=== Section Start ===

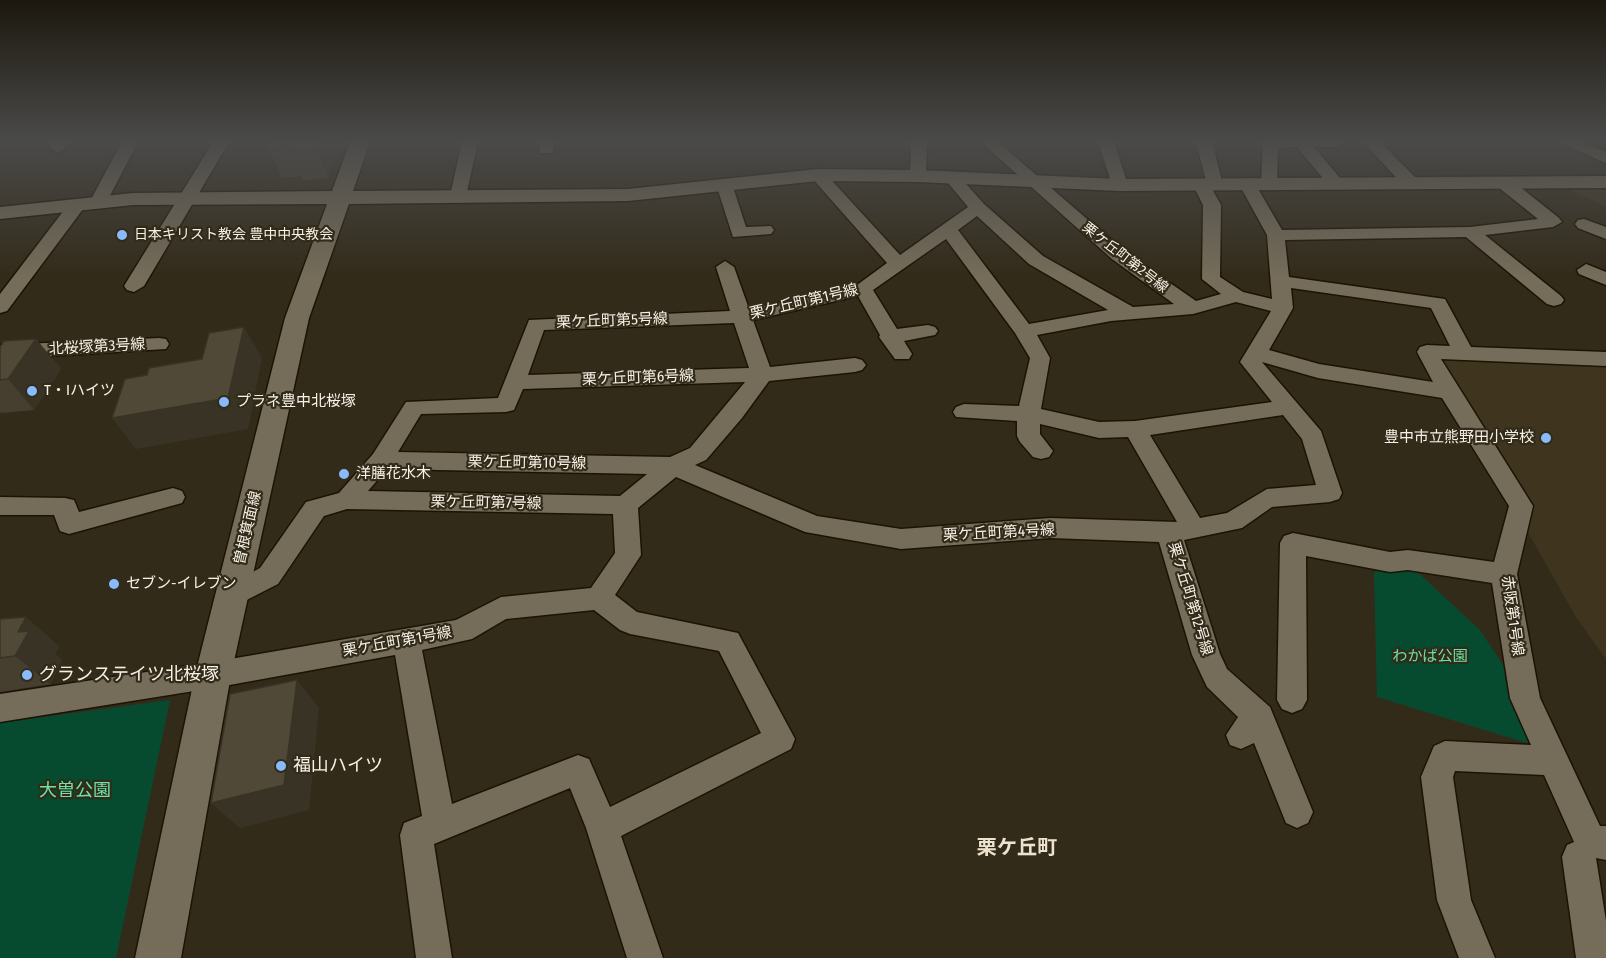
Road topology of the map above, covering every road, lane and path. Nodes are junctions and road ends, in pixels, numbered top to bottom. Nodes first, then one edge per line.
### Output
1 (99, 187) edge
2 (194, 187) edge
3 (343, 187) edge
4 (460, 187) edge
5 (700, 187) edge
6 (725, 187) edge
7 (828, 187) edge
8 (960, 187) edge
9 (1038, 187) edge
10 (1208, 187) edge
11 (1260, 187) edge
12 (1509, 187) edge
13 (458, 196) junction
14 (339, 197) junction
15 (187, 198) junction
16 (87, 204) junction
17 (978, 208) junction
18 (0, 213) edge
19 (1584, 224) dead end
20 (765, 230) dead end
21 (949, 231) junction
22 (1470, 232) junction
23 (1606, 234) edge
24 (1276, 235) junction
25 (899, 266) junction
26 (725, 267) dead end
27 (1586, 270) dead end
28 (1606, 279) edge
29 (1280, 281) junction
30 (134, 286) dead end
31 (863, 289) junction
32 (1236, 296) junction
33 (1554, 300) dead end
34 (0, 307) edge
35 (1192, 308) junction
36 (1283, 308) junction
37 (1132, 315) junction
38 (741, 317) junction
39 (1024, 330) junction
40 (928, 331) dead end
41 (889, 337) junction
42 (159, 344) dead end
43 (0, 352) edge
44 (1256, 353) junction
45 (1464, 353) junction
46 (902, 354) dead end
47 (1606, 359) edge
48 (855, 365) dead end
49 (762, 375) junction
50 (515, 381) junction
51 (1449, 393) junction
52 (1288, 407) junction
53 (964, 412) dead end
54 (1029, 414) junction
55 (1135, 429) junction
56 (1041, 451) dead end
57 (381, 460) junction
58 (673, 466) junction
59 (173, 497) dead end
60 (347, 500) junction
61 (625, 505) junction
62 (0, 506) edge
63 (1181, 530) junction
64 (1504, 574) junction
65 (233, 596) junction
66 (599, 598) junction
67 (406, 640) junction
68 (213, 675) junction
69 (1292, 700) dead end
70 (0, 708) edge
71 (1554, 761) junction
72 (1297, 812) dead end
73 (440, 824) junction
74 (602, 828) junction
75 (1593, 850) edge
76 (158, 958) edge
77 (434, 958) edge
78 (645, 958) edge
79 (1478, 958) edge
80 (1594, 958) edge

1 - 16 street
2 - 15 street
3 - 14 street, 曽根箕面線
4 - 13 street
5 - 13 street
6 - 20 street
7 - 25 street
8 - 17 street
9 - 35 street, 栗ケ丘町第2号線
10 - 32 street
11 - 24 street
12 - 22 street
13 - 14 street
14 - 15 street
14 - 65 street, 曽根箕面線
15 - 16 street
15 - 30 street
16 - 18 street
16 - 34 street
17 - 21 street, 栗ケ丘町第1号線
17 - 37 street
19 - 23 street
21 - 25 street, 栗ケ丘町第1号線
21 - 39 street
22 - 24 street
22 - 33 street
24 - 29 street
25 - 31 street, 栗ケ丘町第1号線
26 - 38 street
27 - 28 street
29 - 36 street
29 - 45 street
31 - 38 street, 栗ケ丘町第1号線
31 - 41 street
32 - 35 street
32 - 36 street
35 - 37 street
36 - 44 street
37 - 39 street
38 - 49 street, 栗ケ丘町第1号線
38 - 50 street, 栗ケ丘町第5号線
39 - 54 street
40 - 41 street
41 - 46 street
42 - 43 street, 北桜塚第3号線
44 - 51 street
44 - 52 street
45 - 47 street, 赤阪第1号線
45 - 51 street, 赤阪第1号線
48 - 49 street, 栗ケ丘町第6号線
49 - 50 street, 栗ケ丘町第6号線
49 - 58 street
50 - 57 street, 栗ケ丘町第5号線
51 - 64 street, 赤阪第1号線
52 - 55 street
52 - 63 street, 栗ケ丘町第4号線
53 - 54 street
54 - 55 street
54 - 56 street
55 - 63 street, 栗ケ丘町第12号線
57 - 58 street, 栗ケ丘町第10号線
57 - 60 street, 栗ケ丘町第5号線
58 - 61 street
58 - 63 street, 栗ケ丘町第4号線
59 - 62 street
60 - 61 street, 栗ケ丘町第7号線
60 - 65 street
61 - 66 street
63 - 72 street, 栗ケ丘町第12号線
64 - 69 street
64 - 71 street, 赤阪第1号線
65 - 68 street, 曽根箕面線
66 - 67 street, 栗ケ丘町第1号線
66 - 74 street
67 - 68 street, 栗ケ丘町第1号線
67 - 73 street
68 - 70 street, 栗ケ丘町第1号線
68 - 76 street, 曽根箕面線
71 - 75 street, 赤阪第1号線
71 - 79 street
73 - 74 street
73 - 77 street
74 - 78 street
75 - 80 street

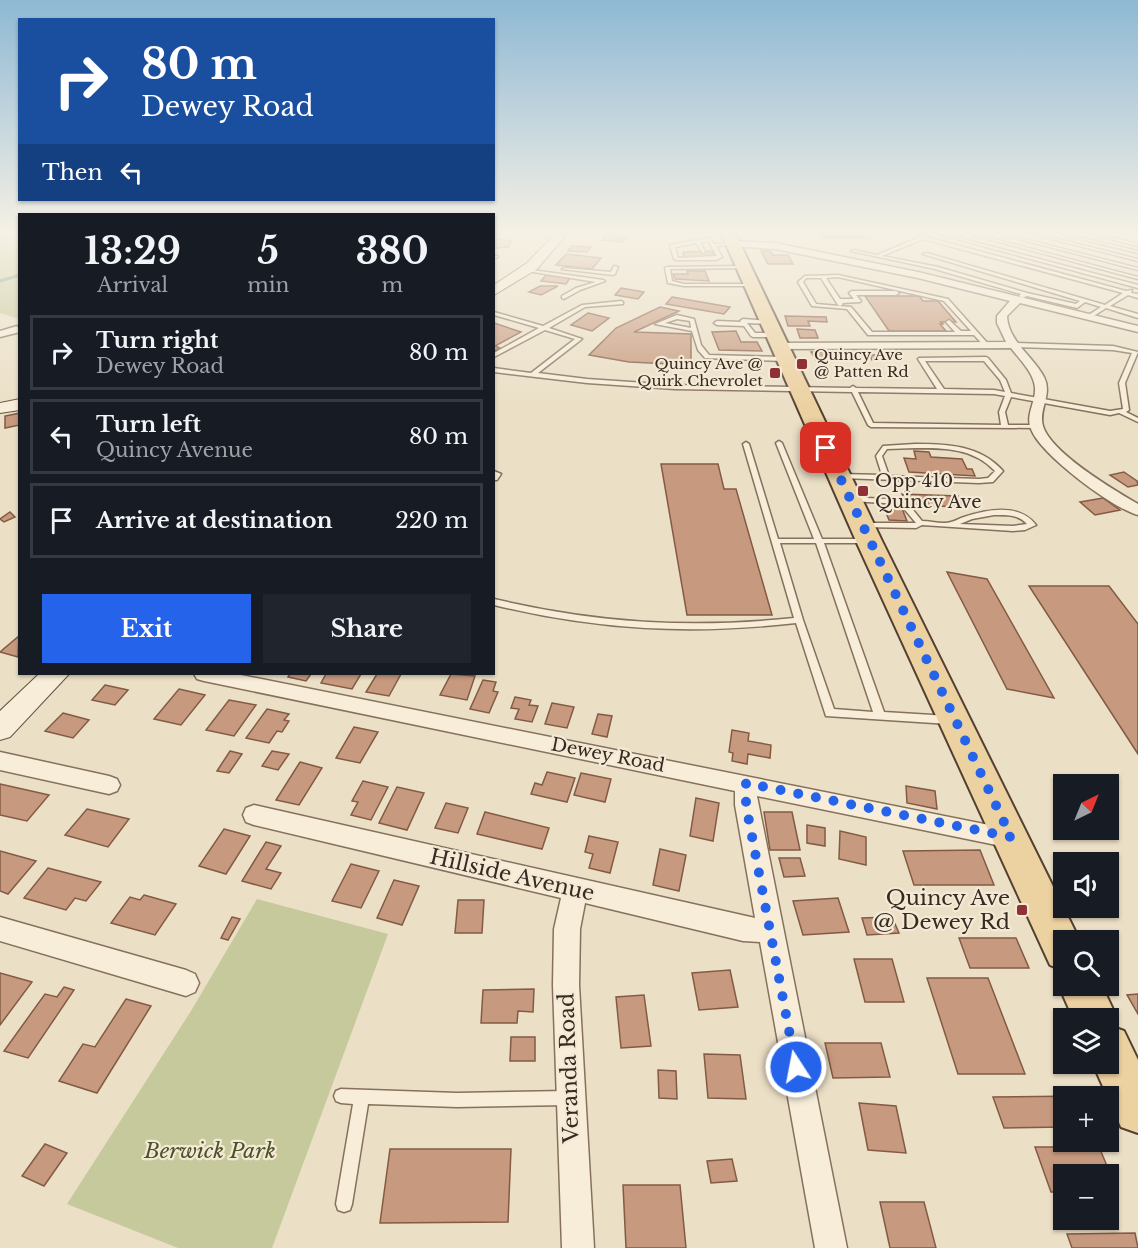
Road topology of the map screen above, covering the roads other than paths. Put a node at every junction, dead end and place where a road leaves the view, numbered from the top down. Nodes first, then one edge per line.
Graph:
1 (571, 293) edge
2 (750, 293) edge
3 (807, 293) edge
4 (833, 293) edge
5 (852, 293) edge
6 (922, 293) edge
7 (1004, 293) edge
8 (1011, 293) edge
9 (1057, 293) edge
10 (1127, 293) joint
11 (925, 294) junction
12 (1138, 296) edge
13 (564, 297) dead end
14 (1022, 297) junction
15 (838, 301) junction
16 (930, 301) dead end
17 (1083, 301) junction
18 (621, 303) dead end
19 (1104, 307) junction
20 (842, 308) junction
21 (495, 313) edge
22 (1138, 316) edge
23 (1089, 317) junction
24 (949, 322) dead end
25 (717, 323) dead end
26 (544, 328) junction
27 (16, 329) dead end
28 (1138, 329) edge
29 (695, 330) junction
30 (959, 333) junction
31 (974, 333) junction
32 (0, 334) edge
33 (770, 337) junction
34 (1016, 345) junction
35 (987, 346) junction
36 (495, 354) edge
37 (495, 369) edge
38 (532, 375) junction
39 (799, 388) junction
40 (853, 388) junction
41 (940, 390) junction
42 (1009, 394) junction
43 (1041, 400) junction
44 (18, 404) edge
45 (0, 408) edge
46 (1121, 412) junction
47 (1138, 420) edge
48 (1005, 426) junction
49 (1036, 427) junction
50 (779, 443) dead end
51 (746, 444) dead end
52 (886, 476) junction
53 (844, 487) junction
54 (1138, 510) edge
55 (920, 523) junction
56 (952, 525) junction
57 (865, 533) junction
58 (775, 541) junction
59 (819, 541) junction
60 (495, 602) edge
61 (799, 620) junction
62 (54, 675) edge
63 (209, 675) edge
64 (880, 716) junction
65 (955, 720) junction
66 (0, 729) edge
67 (0, 761) edge
68 (746, 783) junction
69 (109, 785) dead end
70 (254, 815) dead end
71 (1011, 837) junction
72 (575, 890) junction
73 (0, 929) edge
74 (1054, 930) edge
75 (771, 931) junction
76 (186, 983) dead end
77 (1119, 1070) edge
78 (341, 1096) dead end
79 (362, 1096) junction
80 (570, 1098) junction
81 (1138, 1110) edge
82 (344, 1204) dead end
83 (578, 1248) edge
84 (831, 1248) edge

1 - 13 lane
2 - 33 main road
3 - 20 lane
4 - 15 lane
5 - 15 lane
6 - 11 lane
7 - 14 street
8 - 14 lane
9 - 17 lane
10 - 12 lane
10 - 19 lane
11 - 16 lane
11 - 31 lane
14 - 17 lane
14 - 23 street
14 - 34 street
15 - 20 lane
17 - 19 lane
18 - 26 lane
19 - 22 lane
19 - 23 lane
20 - 30 lane
21 - 26 lane
23 - 28 street
24 - 30 lane
25 - 33 lane
26 - 36 lane
26 - 38 lane
27 - 32 street
29 - 29 lane
29 - 33 lane
30 - 31 lane
31 - 35 lane
33 - 35 street
33 - 39 main road
34 - 35 street
34 - 43 street
34 - 46 lane
37 - 38 lane
38 - 39 lane
39 - 40 lane
39 - 53 main road
40 - 41 lane
40 - 48 lane
41 - 42 lane
41 - 42 lane
42 - 43 lane
42 - 48 lane
43 - 46 lane
43 - 49 street
44 - 45 street
46 - 47 lane
48 - 49 lane
49 - 54 street
50 - 59 lane
51 - 58 lane
52 - 52 lane
52 - 53 lane
53 - 55 lane
53 - 57 main road
55 - 56 lane
55 - 57 lane
56 - 56 lane
57 - 59 lane
57 - 65 main road
58 - 59 lane
58 - 61 lane
59 - 64 lane
60 - 61 lane
61 - 64 lane
62 - 66 street
63 - 68 street, Dewey Road
64 - 65 lane
65 - 71 main road
67 - 69 street
68 - 71 street, Dewey Road
68 - 75 street
70 - 72 street, Hillside Avenue
71 - 74 main road
72 - 75 street, Hillside Avenue
72 - 80 street, Veranda Road
73 - 76 street
75 - 84 street
77 - 81 main road
78 - 79 lane
79 - 80 lane
79 - 82 lane
80 - 83 street, Veranda Road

=== Section End ===

### TASK DIRECTIONS
Go through the listing above, and whenever a line holds the word "every", copy it.

### TASK OUTPUT
Road topology of the map above, covering every road, lane and path. Nodes are junctions and road ends, in pixels, numbered top to bottom. Nodes first, then one edge per line.
Road topology of the map screen above, covering the roads other than paths. Put a node at every junction, dead end and place where a road leaves the view, numbered from the top down. Nodes first, then one edge per line.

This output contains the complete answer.